After locating the line that contains "static void box(double" in the data below, set down exactly that line and each one after it through the line that contains "cairo_arc(cr, x + r, y + r, r, M_PI, 1.5", and nothing more.

╔══

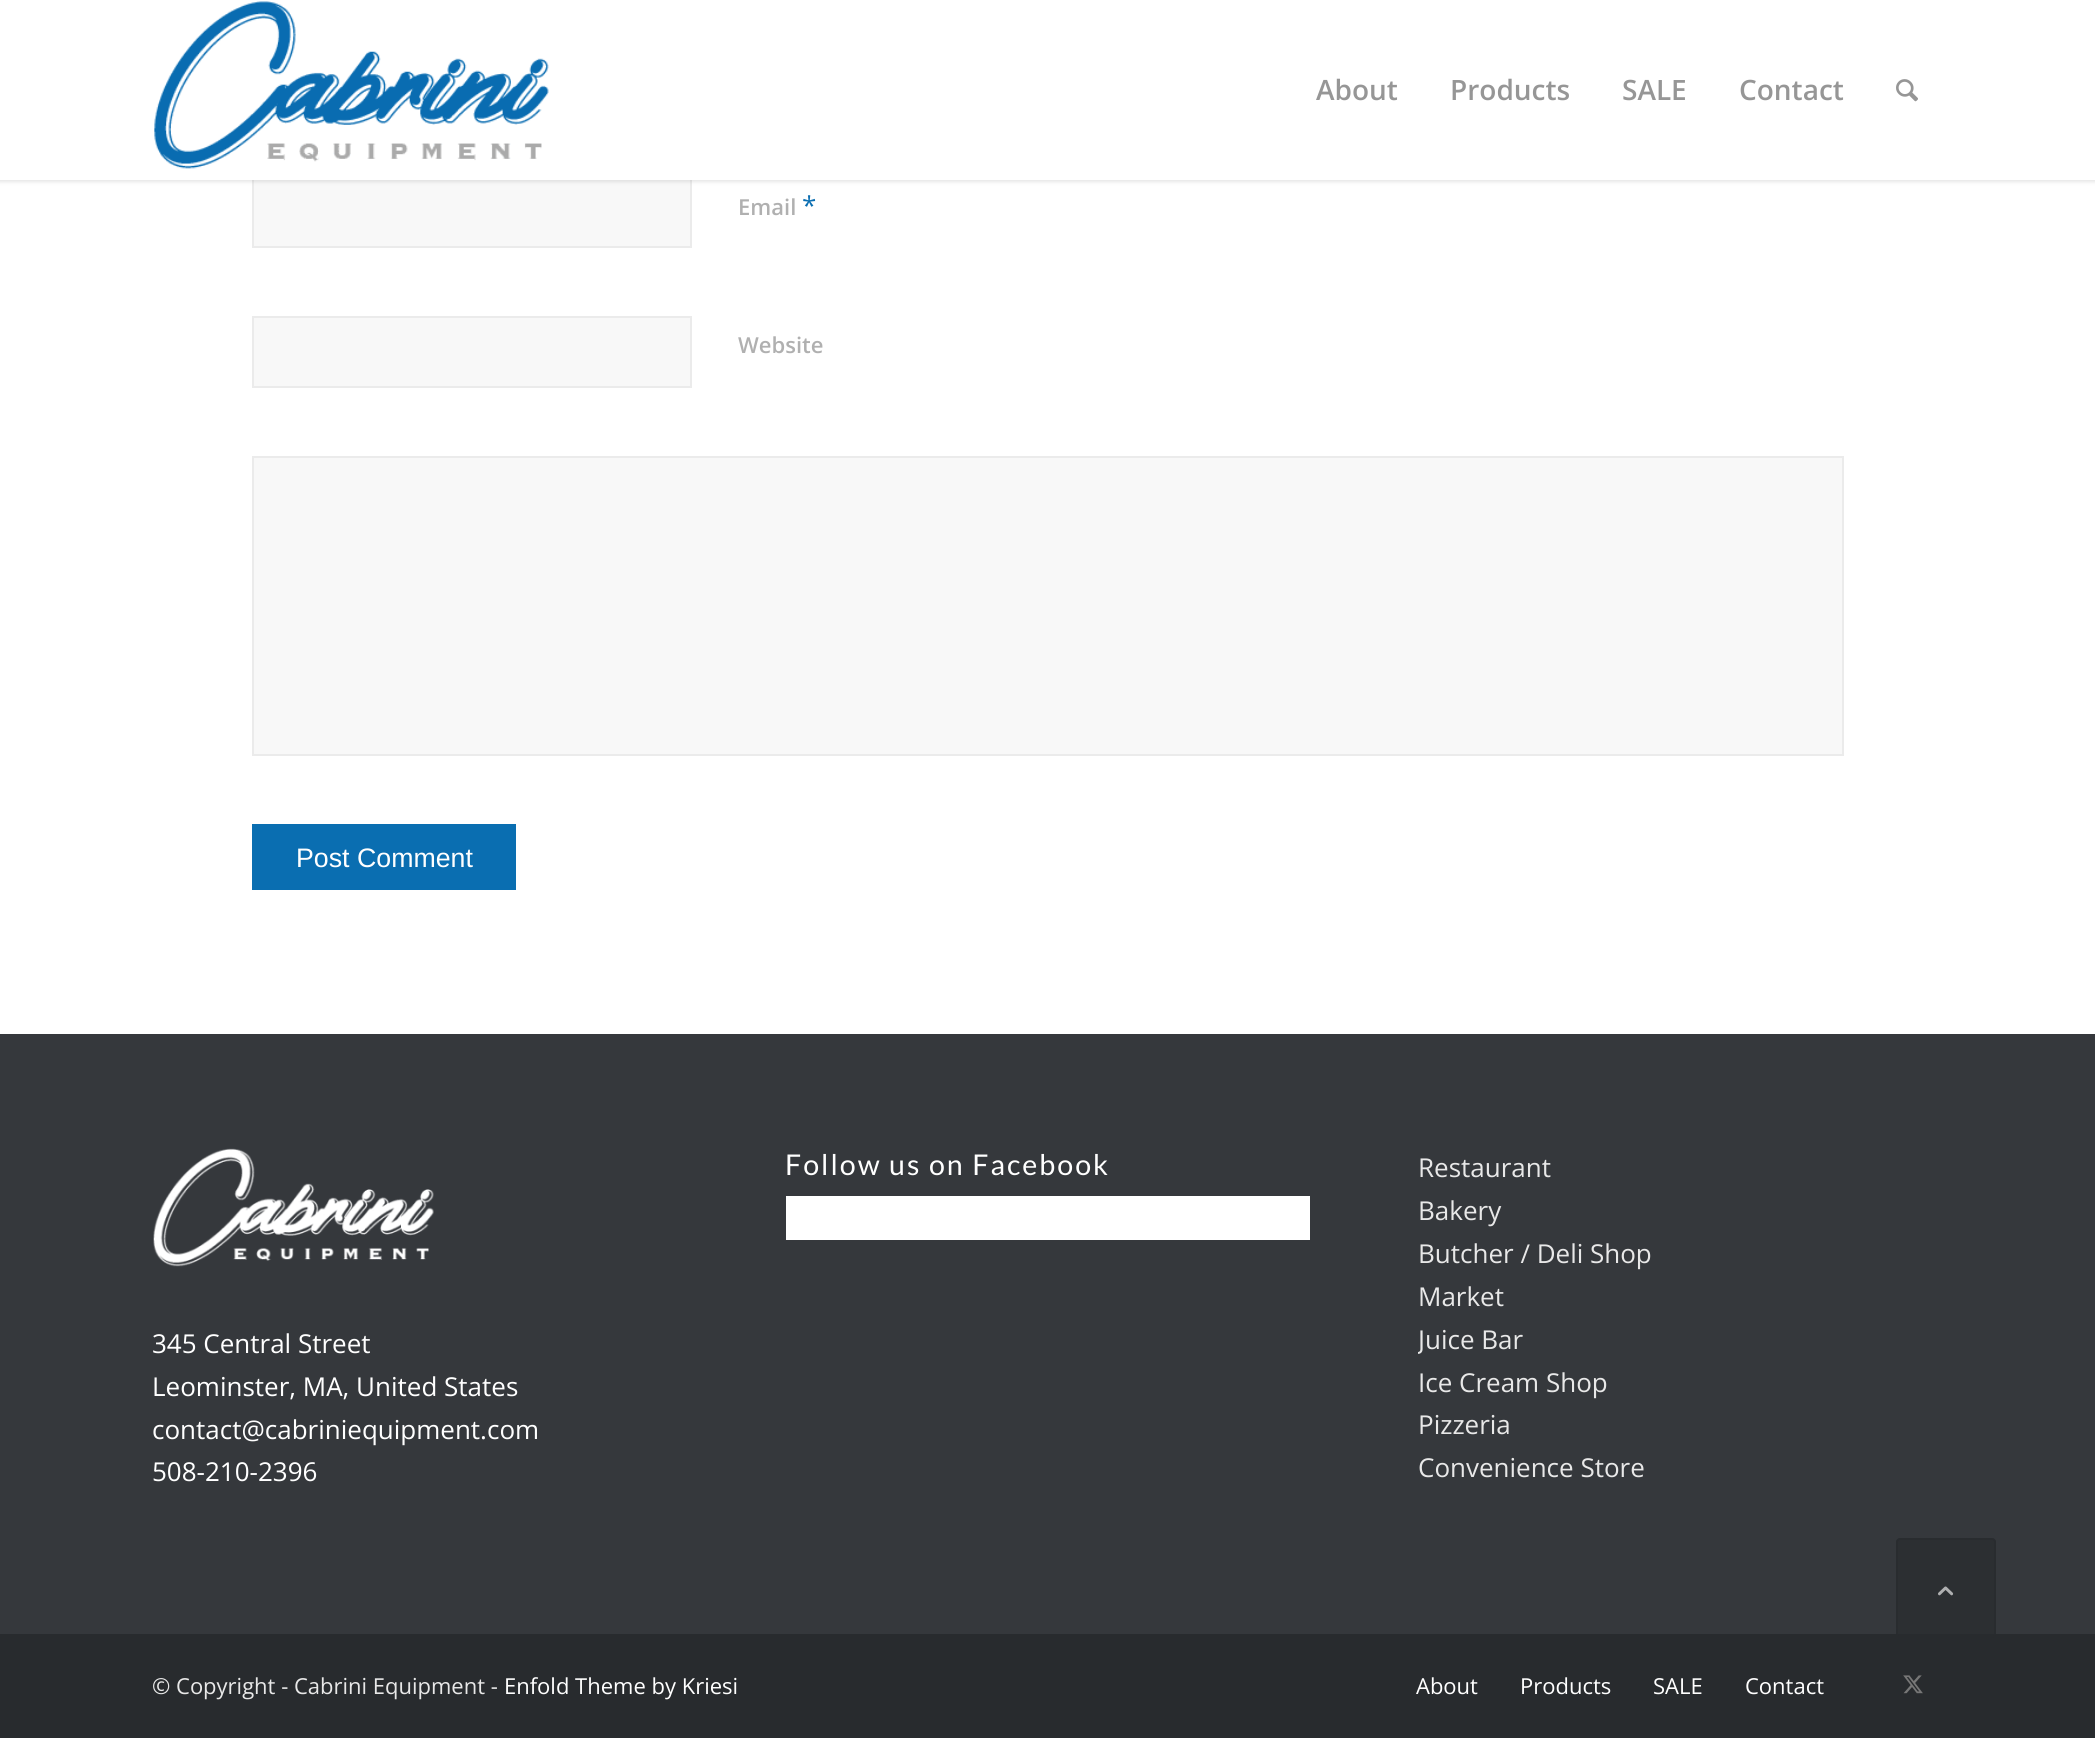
#include <cairo/cairo.h>
#include <math.h>
#include <stddef.h>

static cairo_t *cr;

static void use_color(int r, int g, int b) {
  cairo_set_source_rgb(cr, r / 255.0, g / 255.0, b / 255.0);
}

static void text(double x, double y, const char *s, const char *family, double size, int italic, int bold, int r, int g, int b) {
  cairo_select_font_face(cr, family, italic ? CAIRO_FONT_SLANT_ITALIC : CAIRO_FONT_SLANT_NORMAL,
    bold ? CAIRO_FONT_WEIGHT_BOLD : CAIRO_FONT_WEIGHT_NORMAL);
  cairo_set_font_size(cr, size);
  use_color(r, g, b);
  cairo_move_to(cr, x, y);
  cairo_show_text(cr, s);
}

static void spaced_text(double x, double y, const char *s, double letter, double word) {
  cairo_move_to(cr, x, y);
  while (*s) {
    char ch[5] = {0};
    int n = 0;
    do ch[n++] = *s++; while ((*s & 0xC0) == 0x80);
    cairo_show_text(cr, ch);
    cairo_rel_move_to(cr, letter + word * (*ch == ' '), 0);
  }
}

static void box(double x, double y, double w, double h, int r, int g, int b) {
  use_color(r, g, b);
  cairo_rectangle(cr, x, y, w, h);
  cairo_fill(cr);
}

static void round_rect(double x, double y, double w, double h, double r) {
  cairo_new_sub_path(cr);
  cairo_arc(cr, x + w - r, y + h - r, r, 0, M_PI / 2);
  cairo_arc(cr, x + r, y + h - r, r, M_PI / 2, M_PI);
  cairo_arc(cr, x + r, y + r, r, M_PI, 1.5 * M_PI);
  cairo_arc(cr, x + w - r, y + r, r, 1.5 * M_PI, 2 * M_PI);
  cairo_close_path(cr);
}

static void shadow(double x, double y, double w, double h, double r, double blur, double alpha) {
  cairo_push_group_with_content(cr, CAIRO_CONTENT_ALPHA);
  cairo_set_operator(cr, CAIRO_OPERATOR_SOURCE);
  for (int i = 15; i >= -15 && fmin(w, h) + blur * i / 3 > 0; i -= 2) {
    double e = blur * i / 6;
    cairo_set_source_rgba(cr, 0, 0, 0, alpha * erfc((i - 1) / 8.5) / 2);
    round_rect(x - e, y - e, w + 2 * e, h + 2 * e, fmax(0, fmin(r + e + blur * .6, fmin(w, h) / 2 + e)));
    cairo_fill(cr);
  }
  cairo_pattern_t *soft = cairo_pop_group(cr);
  cairo_mask(cr, soft);
  cairo_pattern_destroy(soft);
}

static void picture(const char *path, double x, double y, double w, double h) {
  cairo_surface_t *image = cairo_image_surface_create_from_png(path);
  cairo_save(cr);
  cairo_set_source_surface(cr, image, x, y);
  cairo_rectangle(cr, x, y, w, h);
  cairo_fill(cr);
  cairo_restore(cr);
  cairo_surface_destroy(image);
}

static void draw(void) {
  use_color(255, 255, 255);
  cairo_paint(cr);
  box(254, 180, 436, 66, 248, 248, 248);
  cairo_rectangle(cr, 253, 177, 438, 70);
  use_color(235, 235, 235);
  cairo_stroke(cr);
  use_color(0, 0, 0);
  shadow(-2, -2, 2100, 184, 0, 2, 0.1);
  box(0, 0, 2095, 180, 255, 255, 255);
  picture("img_01.png", 154, 1, 395, 168);
  picture("img_02.png", 1896, 79, 22, 23);
  use_color(248, 248, 248);
  cairo_rectangle(cr, 253, 317, 438, 70);
  cairo_fill_preserve(cr);
  use_color(235, 235, 235);
  cairo_stroke(cr);
  use_color(248, 248, 248);
  cairo_rectangle(cr, 253, 457, 1590, 298);
  cairo_fill_preserve(cr);
  use_color(235, 235, 235);
  cairo_stroke(cr);
  box(252, 824, 264, 66, 10, 110, 177);
  box(0, 1034, 2095, 600, 53, 56, 60);
  picture("img_03.png", 153, 1148, 281, 119);
  box(786, 1196, 524, 44, 255, 255, 255);
  box(0, 1634, 2095, 104, 40, 43, 46);
  picture("img_04.png", 1903, 1675, 20, 19);
  cairo_set_source_rgba(cr, 0.157, 0.169, 0.18, 0.7);
  round_rect(1896, 1538, 100, 100, 4);
  cairo_fill(cr);
  round_rect(1897, 1539, 98, 98, 3);
  cairo_stroke(cr);
  picture("img_05.png", 1938, 1586, 16, 10);
  text(1316, 100, "About", "Open Sans SemiBold", 28, 0, 0, 150, 150, 150);
  text(1450, 100, "Products", "Open Sans SemiBold", 28, 0, 0, 150, 150, 150);
  text(1622, 100, "SALE", "Open Sans SemiBold", 28, 0, 0, 150, 150, 150);
  text(1739, 100, "Contact", "Open Sans SemiBold", 28, 0, 0, 150, 150, 150);
  text(738, 215, "Email", "Open Sans SemiBold", 22, 0, 0, 176, 176, 176);
  text(802, 215, "*", "Open Sans", 26, 0, 0, 10, 110, 177);
  text(738, 353, "Website", "Open Sans SemiBold", 22, 0, 0, 176, 176, 176);
  text(296, 867, "Post Comment", "Liberation Sans", 26.75, 0, 0, 255, 255, 255);
  text(152, 1353, "345 Central Street", "Open Sans", 26, 0, 0, 255, 255, 255);
  text(152, 1396, "Leominster, MA, United States", "Open Sans", 26, 0, 0, 255, 255, 255);
  text(152, 1439, "contact@cabriniequipment.com", "Open Sans", 26, 0, 0, 255, 255, 255);
  text(152, 1481, "508-210-2396", "Open Sans", 26, 0, 0, 255, 255, 255);
  cairo_select_font_face(cr, "Lato", CAIRO_FONT_SLANT_NORMAL, CAIRO_FONT_WEIGHT_NORMAL);
  cairo_set_font_size(cr, 28.6);
  spaced_text(785, 1175, "Follow us on Facebook", 2, 0);
  text(1418, 1177, "Restaurant", "Open Sans", 26, 0, 0, 232, 232, 232);
  text(1418, 1220, "Bakery", "Open Sans", 26, 0, 0, 232, 232, 232);
  text(1418, 1263, "Butcher / Deli Shop", "Open Sans", 26, 0, 0, 232, 232, 232);
  text(1418, 1306, "Market", "Open Sans", 26, 0, 0, 232, 232, 232);
  cairo_save(cr);
  cairo_rectangle(cr, 1418, 1124, 526, 388);
  cairo_clip(cr);
  text(1418, 1349, "Juice Bar", "Open Sans", 26, 0, 0, 232, 232, 232);
  cairo_restore(cr);
  text(1418, 1392, "Ice Cream Shop", "Open Sans", 26, 0, 0, 232, 232, 232);
  text(1418, 1434, "Pizzeria", "Open Sans", 26, 0, 0, 232, 232, 232);
  text(1418, 1477, "Convenience Store", "Open Sans", 26, 0, 0, 232, 232, 232);
  text(152, 1694, "© Copyright - Cabrini Equipment -", "Open Sans", 22, 0, 0, 232, 232, 232);
  text(504, 1694, "Enfold Theme by Kriesi", "Open Sans", 22, 0, 0, 255, 255, 255);
  text(1416, 1694, "About", "Open Sans", 22, 0, 0, 255, 255, 255);
  text(1520, 1694, "Products", "Open Sans", 22, 0, 0, 255, 255, 255);
  text(1653, 1694, "SALE", "Open Sans", 22, 0, 0, 255, 255, 255);
  text(1745, 1694, "Contact", "Open Sans", 22, 0, 0, 255, 255, 255);
}

int main(void) {
  cairo_surface_t *surface = cairo_image_surface_create(CAIRO_FORMAT_RGB24, 2095, 1738);
  cr = cairo_create(surface);
  cairo_font_options_t *options = cairo_font_options_create();
  cairo_font_options_set_hint_metrics(options, CAIRO_HINT_METRICS_OFF);
  cairo_font_options_set_hint_style(options, CAIRO_HINT_STYLE_NONE);
  cairo_set_font_options(cr, options);
  cairo_set_miter_limit(cr, 4);
  draw();
  cairo_surface_write_to_png(surface, "out.png");
  cairo_font_options_destroy(options);
  cairo_destroy(cr);
  cairo_surface_destroy(surface);
  return 0;
}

╚══

Result
static void box(double x, double y, double w, double h, int r, int g, int b) {
  use_color(r, g, b);
  cairo_rectangle(cr, x, y, w, h);
  cairo_fill(cr);
}

static void round_rect(double x, double y, double w, double h, double r) {
  cairo_new_sub_path(cr);
  cairo_arc(cr, x + w - r, y + h - r, r, 0, M_PI / 2);
  cairo_arc(cr, x + r, y + h - r, r, M_PI / 2, M_PI);
  cairo_arc(cr, x + r, y + r, r, M_PI, 1.5 * M_PI);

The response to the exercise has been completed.